In separate rulings that haven’t been announced, the Commerce Department gave Pioneer Natural Resources Co. and Enterprise Products Partners LP permission to ship a type of ultralight oil known as condensate to foreign buyers. The buyers could turn the oil into gasoline, jet fuel and diesel.
The shipments could begin as soon as August and are likely to be small, people familiar with the matter said. It isn’t clear how much oil the two companies are allowed to export under the rulings, which were issued since the start of this year. The Commerce Department’s Bureau of Industry and Security approved the moves using a process known as a private ruling.
For now, the rulings apply narrowly to the two companies, which said they sought permission to export processed condensate from south Texas’ Eagle Ford Shale formation. The government’s approval is likely to encourage similar requests from other companies, and the Commerce Department is working on industrywide guidelines that could make it even easier for companies to sell U.S. oil abroad.
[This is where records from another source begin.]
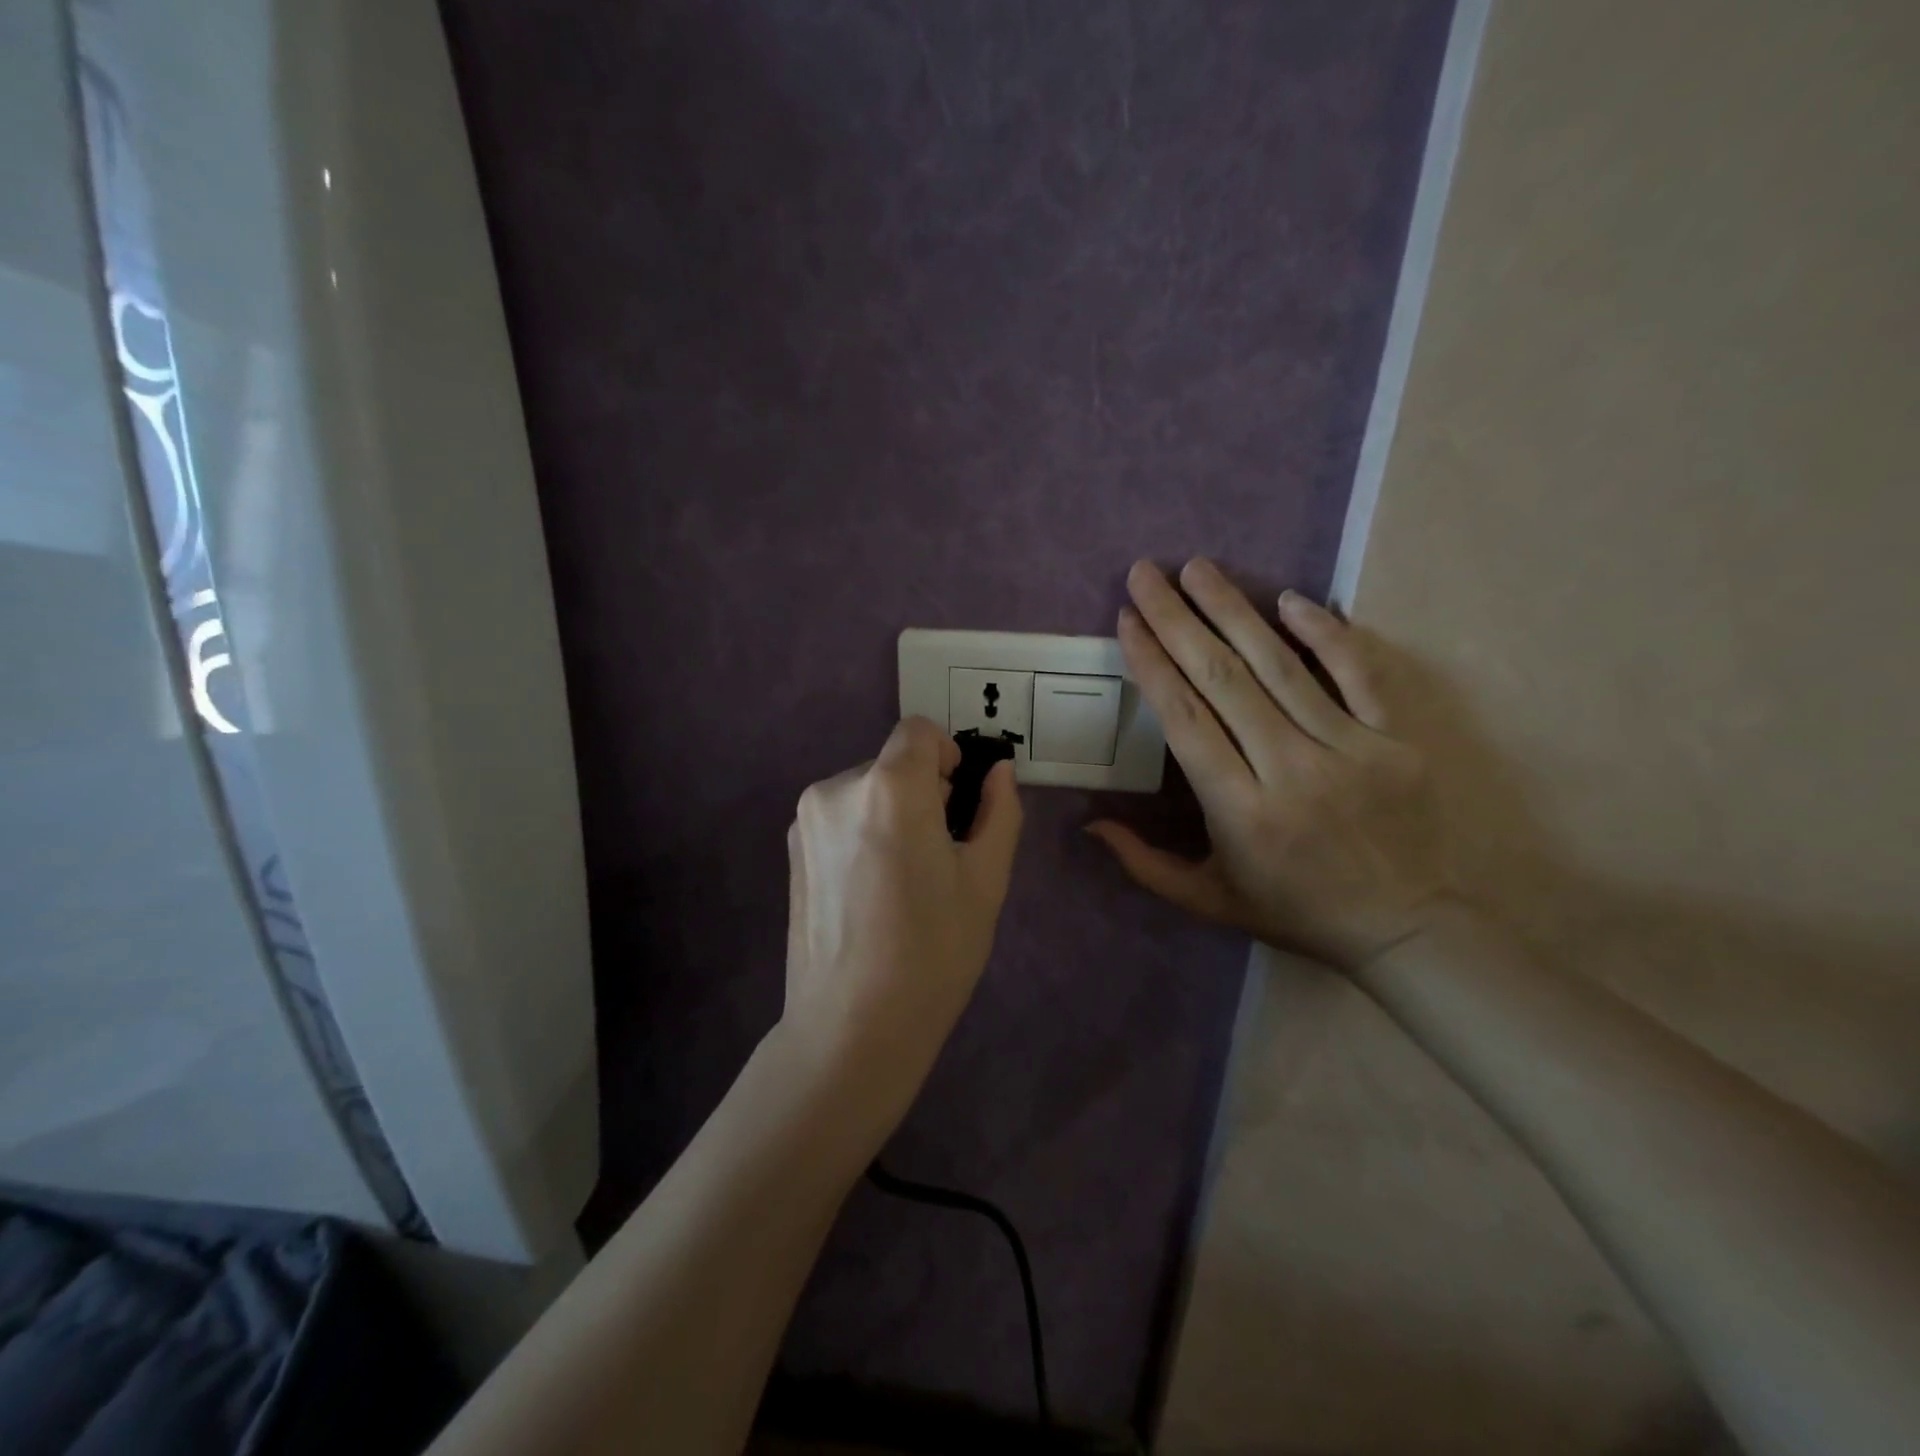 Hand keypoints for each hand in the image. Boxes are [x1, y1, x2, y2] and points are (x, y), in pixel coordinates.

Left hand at [780, 717, 1023, 1113]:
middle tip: (938, 856)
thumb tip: (998, 770)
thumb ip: (999, 811)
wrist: (852, 1026)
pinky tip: (869, 892)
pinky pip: (839, 817)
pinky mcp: (790, 849)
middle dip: (921, 792)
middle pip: (892, 764)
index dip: (946, 756)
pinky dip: (861, 833)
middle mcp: (838, 788)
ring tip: (901, 881)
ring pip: (866, 791)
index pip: (918, 731)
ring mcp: (806, 819)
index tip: (957, 803)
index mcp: (890, 788)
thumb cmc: (933, 952)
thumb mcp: (986, 880)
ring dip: (890, 813)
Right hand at [1088, 559, 1450, 971]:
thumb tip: (1090, 823)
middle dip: (1176, 619)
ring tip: (1197, 567)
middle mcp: (1289, 768)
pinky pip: (1359, 672)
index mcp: (1240, 809)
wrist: (1413, 929)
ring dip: (1233, 610)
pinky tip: (1288, 598)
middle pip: (1222, 678)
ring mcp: (1349, 747)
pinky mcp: (1396, 738)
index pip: (1184, 719)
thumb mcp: (1212, 902)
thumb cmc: (1299, 912)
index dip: (1151, 663)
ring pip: (1279, 665)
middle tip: (1145, 572)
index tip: (1126, 619)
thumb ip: (1145, 864)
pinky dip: (1325, 632)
Again, it will take an act of Congress to move the outward flow of unrefined oil products anywhere beyond a very small trickle, but I’m glad to see the Obama administration actually follow through somewhat on its stated promise to free up U.S exports — and one which, however infinitesimally at this stage, could boost our wealth- and job-creating capabilities. The specific approval the administration just granted is for a unique type of ultralight oil called condensate, of which we have fairly suddenly found ourselves with a huge glut because of the shale revolution, but hey, it can still be turned into gasoline abroad. That’s a good thing, because while opponents of lifting the crude oil export ban often argue that doing so will push the prices that U.S. consumers pay at the pump higher, the reality is that releasing more supply into the global market could actually exert downward pressure on those prices (Americans basically pay the global market rate for gasoline and refined products, and keeping U.S. crude prices artificially low effectively acts as a subsidy for U.S. refiners while producers are disincentivized from bothering to drill in the first place). If this condensate export approval can lead by example on that front, then all the better for the entire crude-oil export debate.